▸ **Problem description**: Scan the entries below and return each line that contains "Chemin".

** Opening Supplied data block **

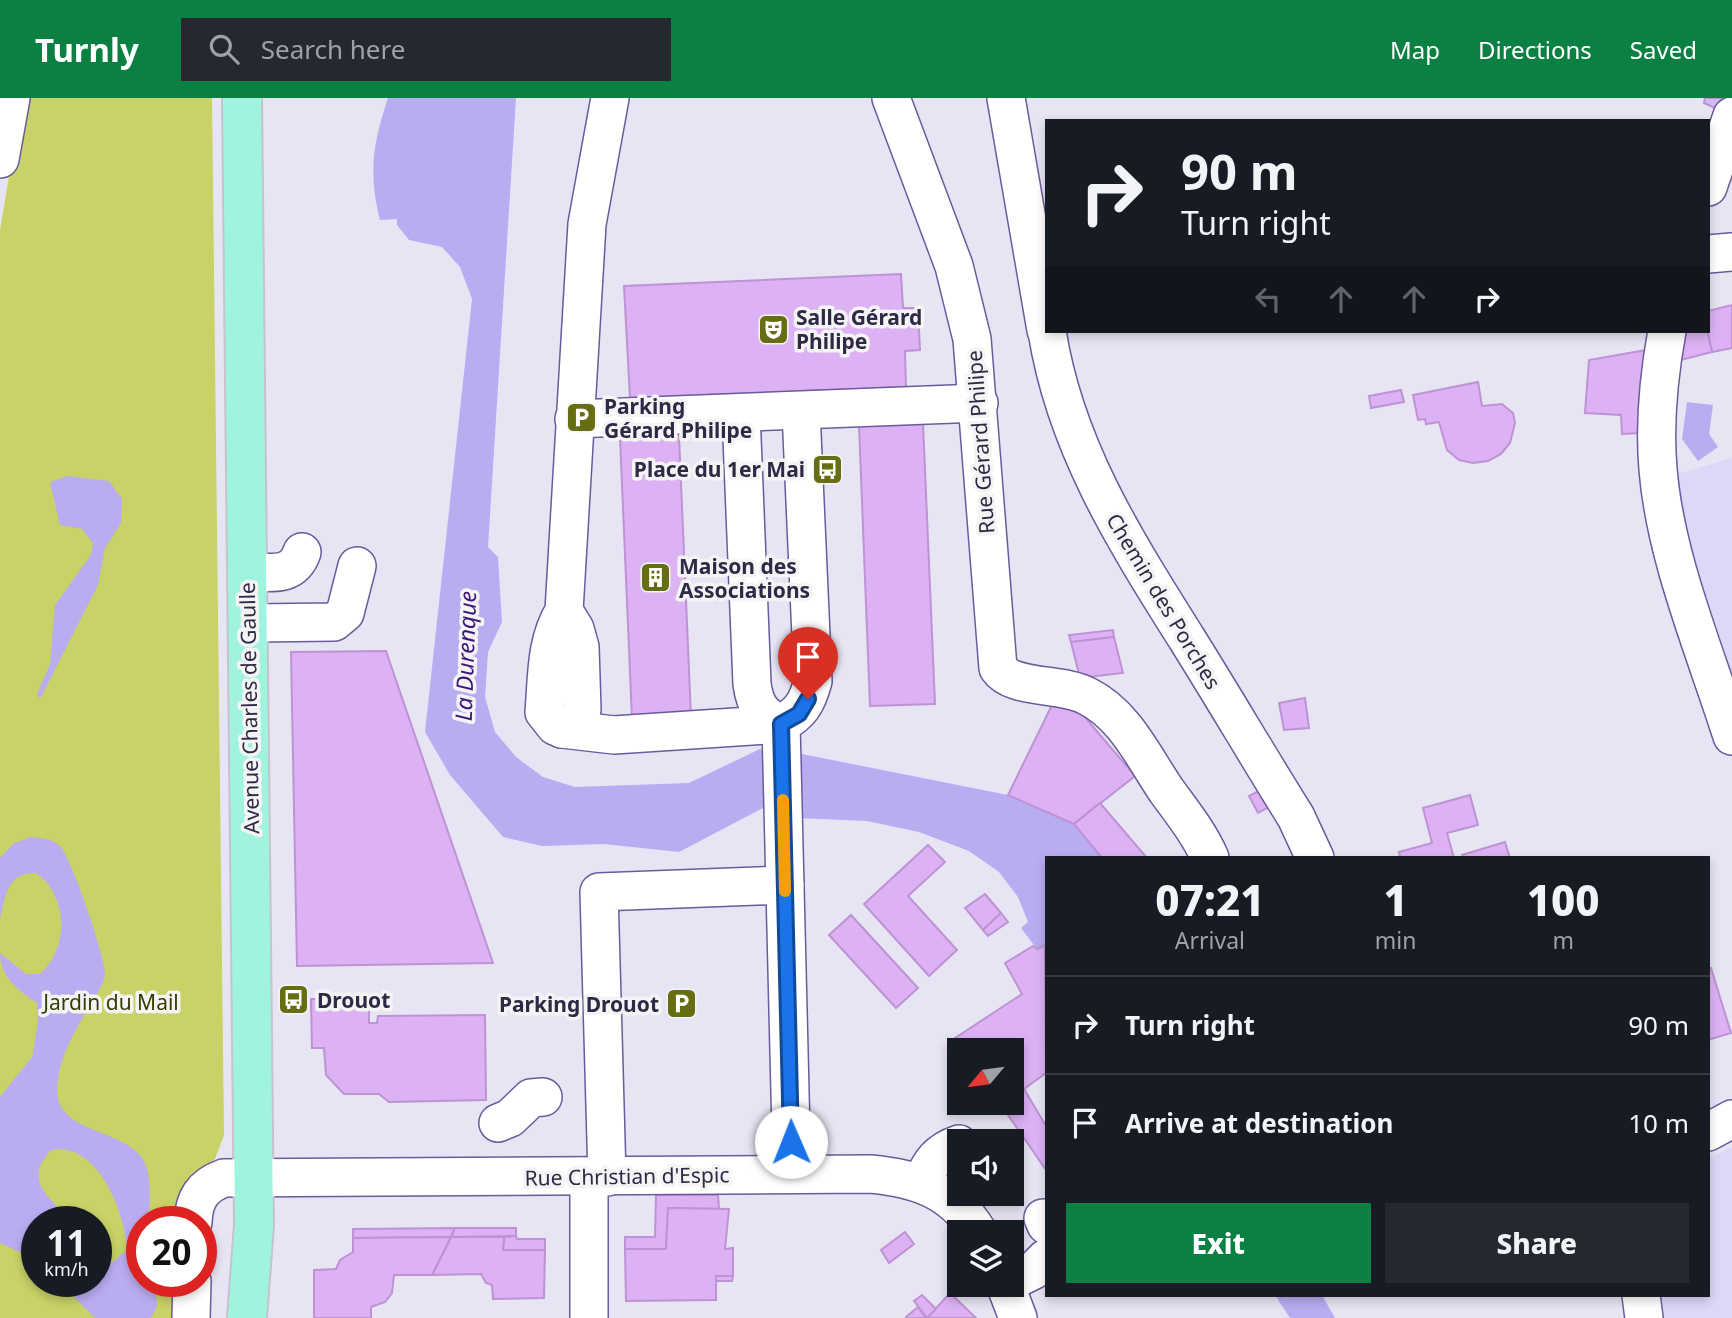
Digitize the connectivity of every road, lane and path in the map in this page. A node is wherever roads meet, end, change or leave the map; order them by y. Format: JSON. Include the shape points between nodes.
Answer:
{"nodes":[{"id":1,"x":11,"y":98,"type":"edge"},
{"id":2,"x":242,"y":98,"type":"edge"},
{"id":3,"x":610,"y":98,"type":"edge"},
{"id":4,"x":891,"y":98,"type":"edge"},
{"id":5,"x":1006,"y":98,"type":"edge"},
{"id":6,"x":1732,"y":116,"type":"edge"},
{"id":7,"x":0,"y":159,"type":"edge"},
{"id":8,"x":1710,"y":181,"type":"edge"},
{"id":9,"x":1038,"y":218,"type":"edge"},
{"id":10,"x":1732,"y":252,"type":"edge"},
{"id":11,"x":1710,"y":254,"type":"edge"},
{"id":12,"x":1045,"y":317,"type":"edge"},
{"id":13,"x":1046,"y":333,"type":"edge"},
{"id":14,"x":1667,"y":333,"type":"edge"},
{"id":15,"x":979,"y":403,"type":"junction"},
{"id":16,"x":801,"y":411,"type":"junction"},
{"id":17,"x":741,"y":413,"type":"junction"},
{"id":18,"x":574,"y":419,"type":"junction"},
{"id":19,"x":302,"y":552,"type":"dead end"},
{"id":20,"x":357,"y":566,"type":"dead end"},
{"id":21,"x":248,"y":572,"type":"junction"},
{"id":22,"x":248,"y":623,"type":"junction"},
{"id":23,"x":1732,"y":736,"type":"edge"},
{"id":24,"x":781,"y":739,"type":"junction"},
{"id":25,"x":1209,"y":856,"type":"edge"},
{"id":26,"x":1314,"y":856,"type":"edge"},
{"id":27,"x":785,"y":885,"type":"junction"},
{"id":28,"x":543,"y":1097,"type":"dead end"},
{"id":29,"x":1732,"y":1119,"type":"edge"},
{"id":30,"x":498,"y":1123,"type":"dead end"},
{"id":31,"x":1710,"y":1131,"type":"edge"},
{"id":32,"x":947,"y":1151,"type":"edge"},
{"id":33,"x":792,"y":1174,"type":"junction"},
{"id":34,"x":598,"y":1177,"type":"junction"},
{"id":35,"x":254,"y":1179,"type":"junction"},
{"id":36,"x":922,"y":1182,"type":"junction"},
{"id":37,"x":196,"y":1206,"type":"edge"},
{"id":38,"x":968,"y":1220,"type":"edge"},
{"id":39,"x":1045,"y":1259,"type":"edge"},
{"id":40,"x":192,"y":1297,"type":"edge"},
{"id":41,"x":1641,"y":1297,"type":"edge"},
{"id":42,"x":1012,"y":1303,"type":"edge"},
{"id":43,"x":191,"y":1318,"type":"edge"},
{"id":44,"x":247,"y":1318,"type":"edge"},
{"id":45,"x":589,"y":1318,"type":"edge"},
{"id":46,"x":1644,"y":1318,"type":"edge"}],
"edges":[{"from":1,"to":7,"type":"street"},
{"from":2,"to":21,"type":"main road","name":"Avenue Charles de Gaulle"},
{"from":3,"to":18,"type":"street","via":[[587,224]]},
{"from":4,"to":15,"type":"street","name":"Rue Gérard Philipe","via":[[954,266],[972,339]]},
{"from":5,"to":9,"type":"street","name":"Chemin des Porches"},
{"from":6,"to":8,"type":"street"},
{"from":9,"to":12,"type":"street","name":"Chemin des Porches"},
{"from":10,"to":11,"type":"street"},
{"from":13,"to":26,"type":"street","name":"Chemin des Porches","via":[[1059,386],[1113,520],[1296,817]]},
{"from":14,"to":23,"type":"street","via":[[1657,422],[1661,496],[1675,557]]},
{"from":15,"to":16,"type":"street"},
{"from":15,"to":25,"type":"street","name":"Rue Gérard Philipe","via":[[994,654],[1004,676],[1016,682],[1070,688],[1101,704],[1141,750]]},
{"from":16,"to":17,"type":"street"},
{"from":16,"to":24,"type":"street","via":[[813,681],[808,699]]},
{"from":17,"to":18,"type":"street"},
{"from":17,"to":24,"type":"street","via":[[752,684],[755,702]]},
{"from":18,"to":24,"type":"street","via":[[564,611],[549,648],[544,712],[562,729],[614,735]]},
{"from":19,"to":21,"type":"street","via":[[289,572]]},
{"from":20,"to":22,"type":"street","via":[[345,613],[334,622]]},
{"from":21,"to":22,"type":"main road","name":"Avenue Charles de Gaulle"},
{"from":22,"to":35,"type":"main road","name":"Avenue Charles de Gaulle"},
{"from":24,"to":27,"type":"street"},
{"from":27,"to":33,"type":"street"},
{"from":27,"to":34,"type":"street","via":[[599,892]]},
{"from":28,"to":30,"type":"street","via":[[531,1098]]},
{"from":29,"to":31,"type":"street"},
{"from":32,"to":36,"type":"street","via":[[929,1164]]},
{"from":33,"to":34,"type":"street","name":"Rue Christian d'Espic"},
{"from":33,"to":36,"type":"street","name":"Rue Christian d'Espic","via":[[870,1174]]},
{"from":34,"to":35,"type":"street","name":"Rue Christian d'Espic"},
{"from":34,"to":45,"type":"street"},
{"from":35,"to":37,"type":"street","name":"Rue Christian d'Espic","via":[[224,1178],[203,1188]]},
{"from":35,"to":44,"type":"main road","name":"Avenue Charles de Gaulle"},
{"from":36,"to":38,"type":"street","name":"Rue Christian d'Espic","via":[[955,1203]]},
{"from":39,"to":42,"type":"street"},
{"from":40,"to":43,"type":"street"},
{"from":41,"to":46,"type":"street"}]}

** Closing Supplied data block **

▸ **Result of the exercise**:
{"from":5,"to":9,"type":"street","name":"Chemin des Porches"},
{"from":9,"to":12,"type":"street","name":"Chemin des Porches"},
{"from":13,"to":26,"type":"street","name":"Chemin des Porches","via":[[1059,386],[1113,520],[1296,817]]},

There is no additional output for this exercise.